Another quiet. I tried not to grow queasy with anxiety, and wondered at the strength of my reaction.
"We did not start off well, we two," Haraa said at last, and from the sound of her voice she had sat up. "When you arrived at Qenain, I did not want you to like me too well or speak to me too long for fear that you would learn my lord's transgression, and my own."
"Your fear was a sensible one," he said. "But your reticence revealed you all the same."
She sighed. "I worried about that possibility, too."
"And yet you came to me anyway, to tell me of Qenain's acts," I said, puzzled. "Why?"

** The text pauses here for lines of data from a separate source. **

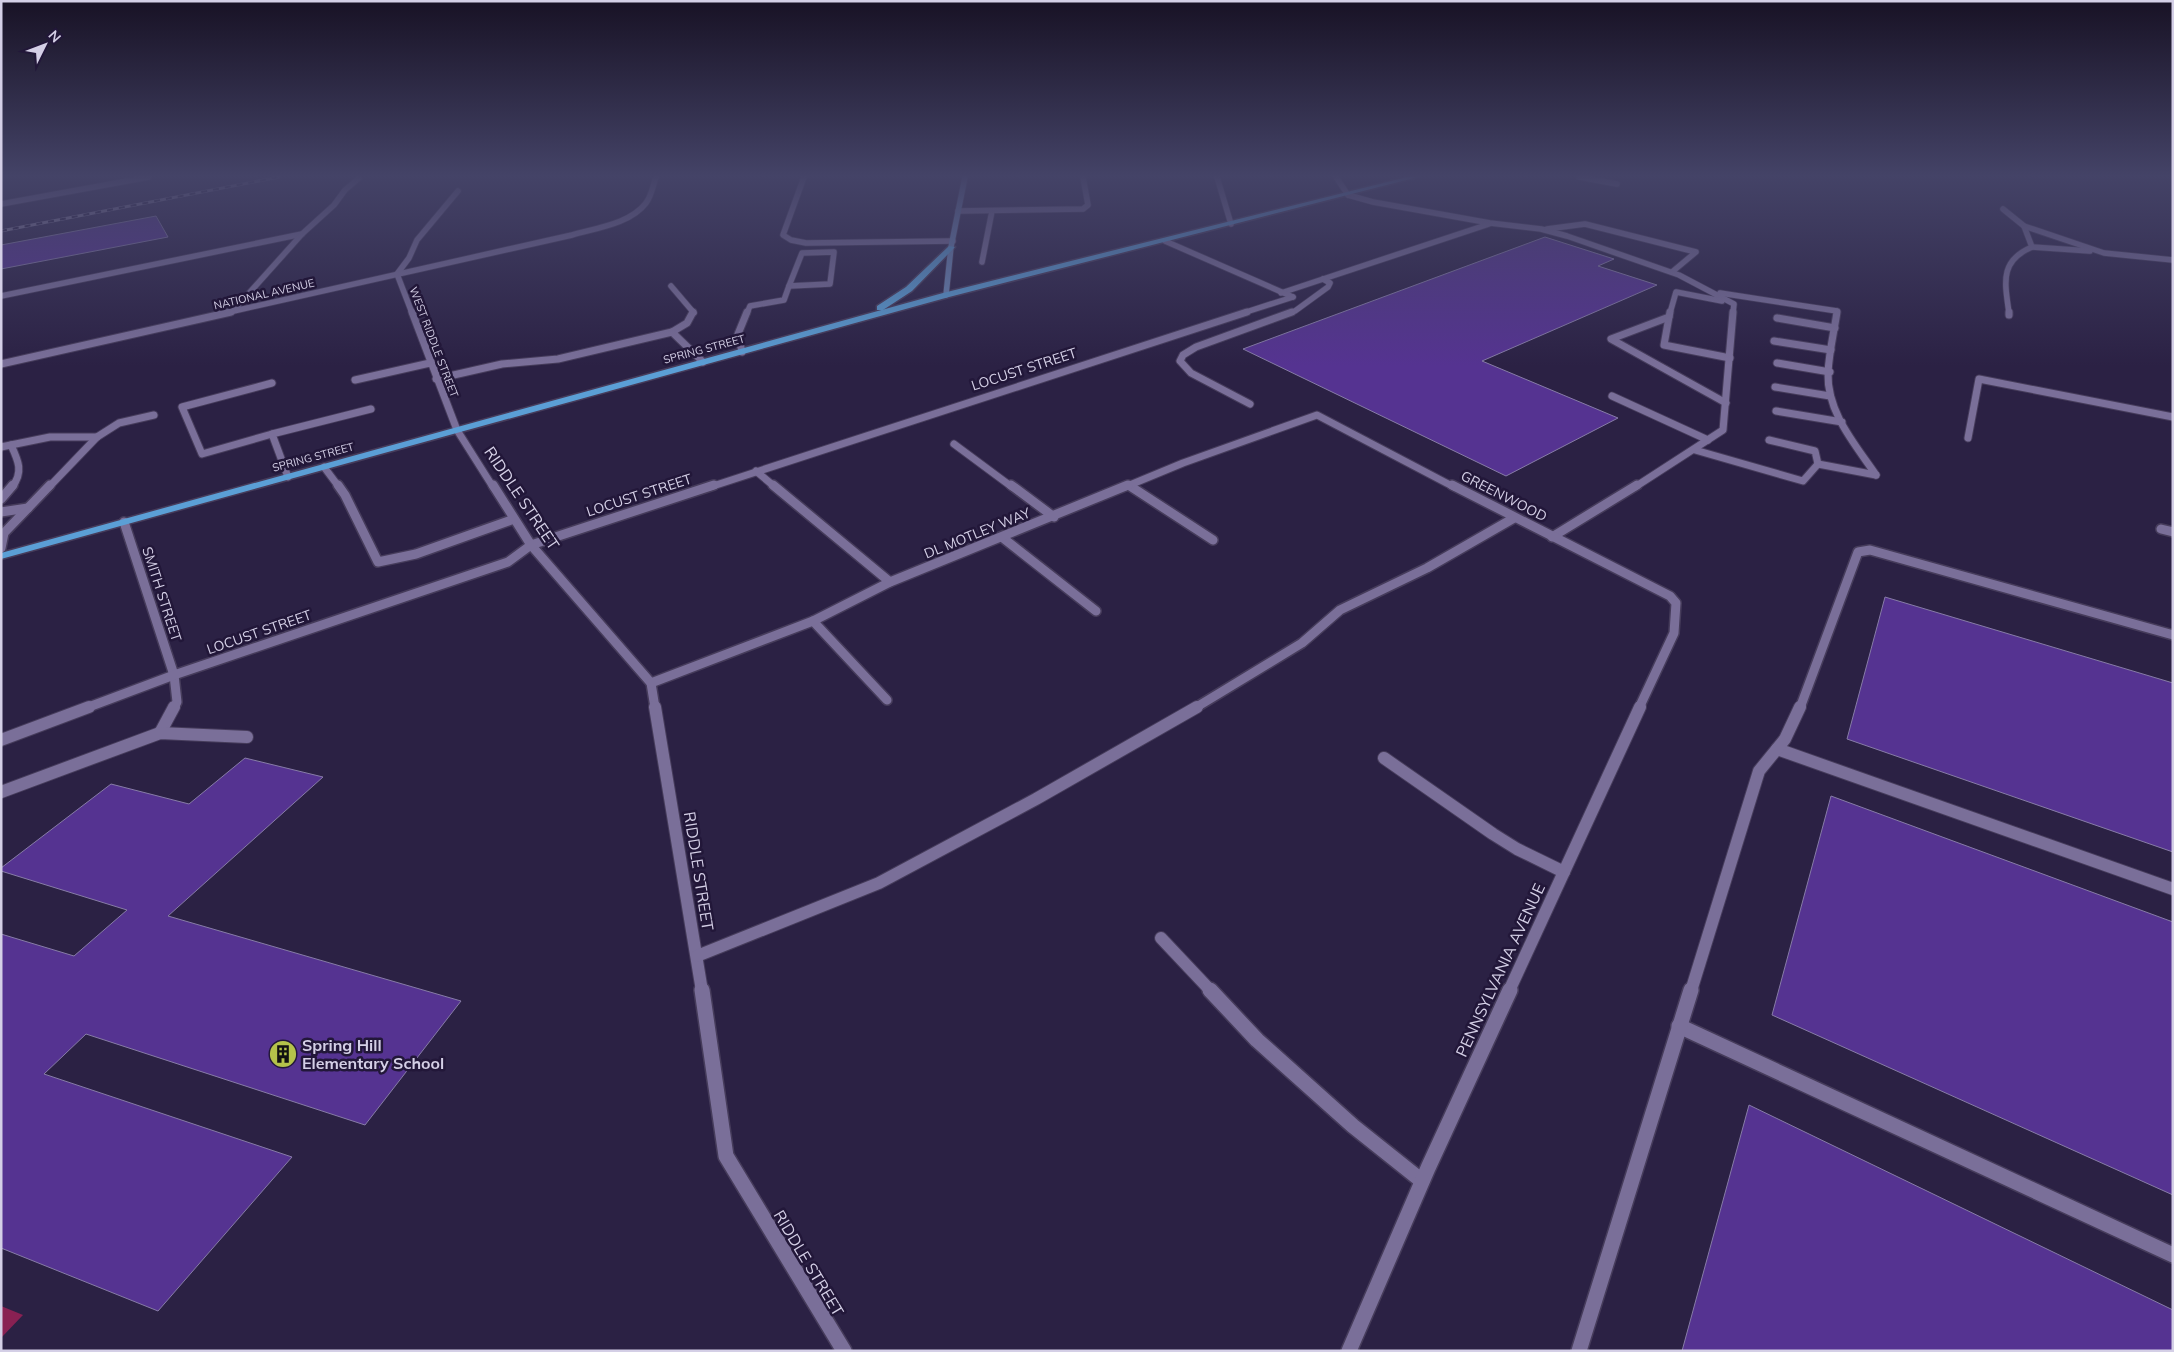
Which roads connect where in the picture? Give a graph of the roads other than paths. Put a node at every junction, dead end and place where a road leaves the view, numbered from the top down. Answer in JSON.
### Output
{"nodes":[{"id":1,"x":272,"y":240,"type":"edge"},
{"id":2,"x":297,"y":240,"type":"edge"},
{"id":3,"x":418,"y":240,"type":"edge"},
{"id":4,"x":549,"y":240,"type":"edge"},
{"id":5,"x":791,"y":240,"type":"edge"},
{"id":6,"x":953,"y":240,"type":"edge"},
{"id":7,"x":986,"y":240,"type":"edge"},
{"id":8,"x":1168,"y":240,"type":"edge"},
{"id":9,"x":1438,"y":240,"type":"edge"},
{"id":10,"x":1580,"y":240,"type":"edge"},
{"id":11,"x":1649,"y":240,"type":"edge"},
{"id":12,"x":2029,"y":240,"type":"edge"},
{"id":13,"x":2067,"y":240,"type":"edge"},
{"id":14,"x":1165,"y":241,"type":"junction"},
{"id":15,"x":952,"y":244,"type":"junction"},
{"id":16,"x":2032,"y":247,"type":"junction"},
{"id":17,"x":2104,"y":252,"type":"junction"},
{"id":18,"x":2173,"y":260,"type":"edge"},
{"id":19,"x":982,"y":262,"type":"dead end"},
{"id":20,"x":1672,"y":272,"type":"junction"},
{"id":21,"x":396,"y":274,"type":"junction"},
{"id":22,"x":1322,"y":278,"type":"junction"},
{"id":23,"x":671,"y":286,"type":"dead end"},
{"id":24,"x":788,"y":286,"type":"junction"},
{"id":25,"x":1712,"y":292,"type":"junction"},
{"id":26,"x":1281,"y":293,"type":"junction"},
{"id":27,"x":946,"y":294,"type":"junction"},
{"id":28,"x":1,"y":296,"type":"edge"},
{"id":29,"x":1734,"y":304,"type":"junction"},
{"id":30,"x":234,"y":311,"type":"junction"},
{"id":31,"x":2009,"y":315,"type":"dead end"},
{"id":32,"x":1669,"y":317,"type":"junction"},
{"id":33,"x":862,"y":318,"type":"junction"},
{"id":34,"x":1777,"y":318,"type":"dead end"},
{"id":35,"x":1835,"y":328,"type":"junction"},
{"id":36,"x":672,"y":332,"type":"junction"},
{"id":37,"x":1774,"y":341,"type":"dead end"},
{"id":38,"x":1832,"y":350,"type":"junction"},
{"id":39,"x":742,"y":352,"type":"junction"},
{"id":40,"x":1730,"y":358,"type":"junction"},
{"id":41,"x":430,"y":362,"type":"junction"},
{"id":42,"x":703,"y":362,"type":"junction"},
{"id":43,"x":1777,"y":363,"type":"dead end"},
{"id":44,"x":1,"y":364,"type":"edge"},
{"id":45,"x":1830,"y":372,"type":"junction"},
{"id":46,"x":436,"y":379,"type":"junction"},
{"id":47,"x":355,"y":380,"type":"dead end"},
{"id":48,"x":272,"y":383,"type":"dead end"},
{"id":49,"x":1775,"y":387,"type":"dead end"},
{"id":50,"x":1612,"y":396,"type":"dead end"},
{"id":51,"x":1830,"y":396,"type":"junction"},
{"id":52,"x":1726,"y":403,"type":"junction"},
{"id":53,"x":1250,"y":404,"type":"dead end"},
{"id":54,"x":371,"y":408,"type":"dead end"},
{"id":55,"x":1776,"y":411,"type":"dead end"},
{"id":56,"x":154,"y":415,"type":"dead end"},
{"id":57,"x":1317,"y":415,"type":"joint"},
{"id":58,"x":2173,"y":417,"type":"edge"},
{"id":59,"x":1842,"y":422,"type":"junction"},
{"id":60,"x":457,"y":430,"type":"junction"},
{"id":61,"x":272,"y":434,"type":"junction"},
{"id":62,"x":97,"y":436,"type":"junction"},
{"id":63,"x":1968,"y":438,"type":"dead end"},
{"id":64,"x":1708,"y":440,"type":"junction"},
{"id":65,"x":1769,"y":440,"type":"dead end"},
{"id":66,"x":11,"y":444,"type":"junction"},
{"id":67,"x":954,"y":444,"type":"dead end"},
{"id":68,"x":1,"y":447,"type":"edge"},
{"id":69,"x":1695,"y":450,"type":"junction"},
{"id":70,"x":1818,"y":464,"type":"junction"},
{"id":71,"x":324,"y":467,"type":"junction"},
{"id":72,"x":756,"y":471,"type":"junction"},
{"id":73,"x":288,"y":477,"type":"junction"},
{"id":74,"x":1130,"y":486,"type":"junction"},
{"id":75,"x":1,"y":499,"type":"edge"},
{"id":76,"x":28,"y":508,"type":"junction"},
{"id":77,"x":1,"y":512,"type":"edge"},
{"id":78,"x":1054,"y":517,"type":"junction"},
{"id":79,"x":1514,"y":518,"type":"junction"},
{"id":80,"x":514,"y":519,"type":"junction"},
{"id":81,"x":124,"y":522,"type":"junction"},
{"id":82,"x":2161,"y":529,"type":"dead end"},
{"id":83,"x":2173,"y":532,"type":"edge"},
{"id":84,"x":1552,"y":537,"type":"junction"},
{"id":85,"x":1003,"y":538,"type":"junction"},
{"id":86,"x":1213,"y":540,"type":"dead end"},
{"id":87,"x":532,"y":545,"type":"junction"},
{"id":88,"x":1,"y":548,"type":"edge"},
{"id":89,"x":1,"y":556,"type":"edge"},
{"id":90,"x":890,"y":582,"type":"junction"},
{"id":91,"x":1676,"y":604,"type":"joint"},
{"id":92,"x":1096,"y":611,"type":"dead end"},
{"id":93,"x":813,"y":621,"type":"junction"},
{"id":94,"x":2173,"y":635,"type":"edge"},
{"id":95,"x":174,"y":675,"type":"junction"},
{"id":96,"x":651,"y":683,"type":"junction"},
{"id":97,"x":886,"y":700,"type":"dead end"},
{"id":98,"x":160,"y":733,"type":"junction"},
{"id":99,"x":247,"y":737,"type":"dead end"},
{"id":100,"x":1,"y":740,"type":"edge"},
{"id":101,"x":1776,"y":749,"type":"junction"},
{"id":102,"x":1384,"y":758,"type":"dead end"},
{"id":103,"x":1,"y":792,"type":"edge"},
{"id":104,"x":1564,"y":872,"type":"junction"},
{"id":105,"x":2173,"y":889,"type":"edge"},
{"id":106,"x":1161,"y":938,"type":"dead end"},
{"id":107,"x":697,"y":956,"type":"junction"},
{"id":108,"x":1679,"y":1026,"type":"junction"},
{"id":109,"x":1422,"y":1181,"type":"junction"},
{"id":110,"x":2173,"y":1255,"type":"edge"},
{"id":111,"x":844,"y":1351,"type":"edge"},
{"id":112,"x":1349,"y":1351,"type":"edge"},
{"id":113,"x":1579,"y":1351,"type":"edge"}],
"edges":[{"from":1,"to":28,"type":"street"},
{"from":2,"to":30,"type":"street"},
{"from":3,"to":21,"type":"street","name":"WEST RIDDLE STREET"},
{"from":4,"to":21,"type":"street","name":"NATIONAL AVENUE"},
{"from":5,"to":15,"type":"street"},
{"from":6,"to":15,"type":"main road"},
{"from":7,"to":19,"type":"street"},
{"from":8,"to":14,"type":"main road","name":"SPRING STREET"},
{"from":9,"to":22,"type":"street"},
{"from":10,"to":20,"type":"street"},
{"from":11,"to":20,"type":"street"},
{"from":12,"to":16,"type":"street"},
{"from":13,"to":17,"type":"street"},
{"from":14,"to":26,"type":"street"},
{"from":14,"to":27,"type":"main road","name":"SPRING STREET"},
{"from":15,"to":27,"type":"main road"},
{"from":15,"to":33,"type":"main road"},
{"from":16,"to":17,"type":"street"},
{"from":16,"to":31,"type":"street"},
{"from":17,"to":18,"type":"street"},
{"from":20,"to":25,"type":"street"},
{"from":21,"to":30,"type":"street","name":"NATIONAL AVENUE"},
{"from":21,"to":41,"type":"street","name":"WEST RIDDLE STREET"},
{"from":22,"to":26,"type":"street"},
{"from":22,"to":53,"type":"street"},
{"from":23,"to":36,"type":"street"},
{"from":24,"to":24,"type":"street"},
{"from":24,"to":39,"type":"street"},
{"from":25,"to":29,"type":"street"},
{"from":25,"to":35,"type":"street"},
{"from":26,"to":72,"type":"street","name":"LOCUST STREET"},
{"from":27,"to":33,"type":"main road","name":"SPRING STREET"},
{"from":29,"to":32,"type":"street"},
{"from":29,"to":40,"type":"street"},
{"from":30,"to":44,"type":"street","name":"NATIONAL AVENUE"},
{"from":32,"to":40,"type":"street"},
{"from":32,"to":52,"type":"street"},
{"from":33,"to":39,"type":"main road","name":"SPRING STREET"},
{"from":34,"to":35,"type":"street"},
{"from":35,"to":38,"type":"street"},
{"from":36,"to":42,"type":"street"},
{"from":36,"to":46,"type":"street"},
{"from":37,"to":38,"type":"street"},
{"from":38,"to":45,"type":"street"},
{"from":39,"to":42,"type":"main road","name":"SPRING STREET"},
{"from":40,"to":52,"type":"street"},
{"from":41,"to":46,"type":"street","name":"WEST RIDDLE STREET"},
{"from":41,"to":47,"type":"street"},
{"from":42,"to":60,"type":"main road","name":"SPRING STREET"},
{"from":43,"to":45,"type":"street"},
{"from":45,"to":51,"type":"street"},
{"from":46,"to":60,"type":"street","name":"WEST RIDDLE STREET"},
{"from":48,"to":61,"type":"street"},
{"from":49,"to":51,"type":"street"},
{"from":50,"to":64,"type":"street"},
{"from":51,"to":59,"type":"street"},
{"from":52,"to":64,"type":"street"},
{"from":54,"to":61,"type":"street"},
{"from":55,"to":59,"type":"street"},
{"from":56,"to":62,"type":"street"},
{"from":57,"to":74,"type":"street","name":"DL MOTLEY WAY"},
{"from":57,"to":79,"type":"street","name":"GREENWOOD"},
{"from":58,"to":63,"type":"street"},
{"from":59,"to":70,"type":"street"},
{"from":60,"to":71,"type":"main road","name":"SPRING STREET"},
{"from":60,"to":80,"type":"street","name":"RIDDLE STREET"},
{"from":61,"to":73,"type":"street"},
{"from":62,"to":66,"type":"street"},
{"from":62,"to":76,"type":"street"},
{"from":64,"to":69,"type":"street"},
{"from":65,"to":70,"type":"street"},
{"from":66,"to":68,"type":"street"},
{"from":66,"to":75,"type":"street"},
{"from":67,"to":78,"type":"street"},
{"from":69,"to":70,"type":"street"},
{"from":69,"to":84,"type":"street"},
{"from":71,"to":73,"type":"main road","name":"SPRING STREET"},
{"from":71,"to":80,"type":"street"},
{"from":72,"to":87,"type":"street","name":"LOCUST STREET"},
{"from":72,"to":90,"type":"street"},
{"from":73,"to":81,"type":"main road","name":"SPRING STREET"},
{"from":74,"to":78,"type":"street","name":"DL MOTLEY WAY"},
{"from":74,"to":86,"type":"street"},
{"from":76,"to":77,"type":"street"},
{"from":76,"to":88,"type":"street"},
{"from":78,"to":85,"type":"street","name":"DL MOTLEY WAY"},
{"from":79,"to":84,"type":"street","name":"GREENWOOD"},
{"from":79,"to":107,"type":"street"},
{"from":80,"to":87,"type":"street","name":"RIDDLE STREET"},
{"from":81,"to":89,"type":"main road","name":"SPRING STREET"},
{"from":81,"to":95,"type":"street","name":"SMITH STREET"},
{"from":82,"to":83,"type":"street"},
{"from":84,"to":91,"type":"street","name":"GREENWOOD"},
{"from":85,"to":90,"type":"street","name":"DL MOTLEY WAY"},
{"from":85,"to":92,"type":"street"},
{"from":87,"to":95,"type":"street","name":"LOCUST STREET"},
{"from":87,"to":96,"type":"street","name":"RIDDLE STREET"},
{"from":90,"to":93,"type":"street","name":"DL MOTLEY WAY"},
{"from":91,"to":104,"type":"street","name":"PENNSYLVANIA AVENUE"},
{"from":93,"to":96,"type":"street","name":"DL MOTLEY WAY"},
{"from":93,"to":97,"type":"street"},
{"from":94,"to":101,"type":"street"},
{"from":95,"to":98,"type":"street","name":"SMITH STREET"},
{"from":95,"to":100,"type":"street","name":"LOCUST STREET"},
{"from":96,"to":107,"type":"street","name":"RIDDLE STREET"},
{"from":98,"to":99,"type":"street"},
{"from":98,"to":103,"type":"street"},
{"from":101,"to":105,"type":"street"},
{"from":101,"to":108,"type":"street"},
{"from":102,"to":104,"type":"street"},
{"from":104,"to":109,"type":"street","name":"PENNSYLVANIA AVENUE"},
{"from":106,"to":109,"type":"street"},
{"from":107,"to":111,"type":"street","name":"RIDDLE STREET"},
{"from":108,"to":110,"type":"street"},
{"from":108,"to":113,"type":"street"},
{"from":109,"to":112,"type":"street","name":"PENNSYLVANIA AVENUE"}]}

"It was too late," she said. "I worried more about his fate by then than I did about my own." A pause. Then, to Kor, "I am guessing you feel some supernatural compassion for my situation which makes it possible for you to forgive my rudeness, and that my unease at accepting that forgiveness is what's coming between us right now."
Kor's latent amusement, always awaiting an opportunity to surface, was quite obvious in his voice by then. Even so, one had the uncomfortable feeling that he was also being completely serious when he replied, "Would you feel better if I whipped you?"
Worse, she considered it before replying. "Once, maybe."
There was no laughter then; that would have been a relief. Nor was there any charge to the silence that followed; that would have been a warning. What actually happened was for one moment, everything was just as it had been, with Kor's arm warm over me, the sheets settled, everyone in the same place, and in the next Shame was across the room and I heard the hiss of his belt leaving the chair and the sudden, shocking snap of it breaking the air. Haraa cried out, more in shock than pain, and then it was over and Kor was once again in bed, sliding into the depression he'd made at my back.
I was stiff in surprise and no little horror until Haraa said, voice husky, "A woman could get attached to the hand of Kherishdar's Shame."
Kor snorted, his lips curving into a smile I could feel on my neck. "But not this one. Come, Haraa. Be quit of your guilt and climb onto this bed before my ajzelin fetches you up himself."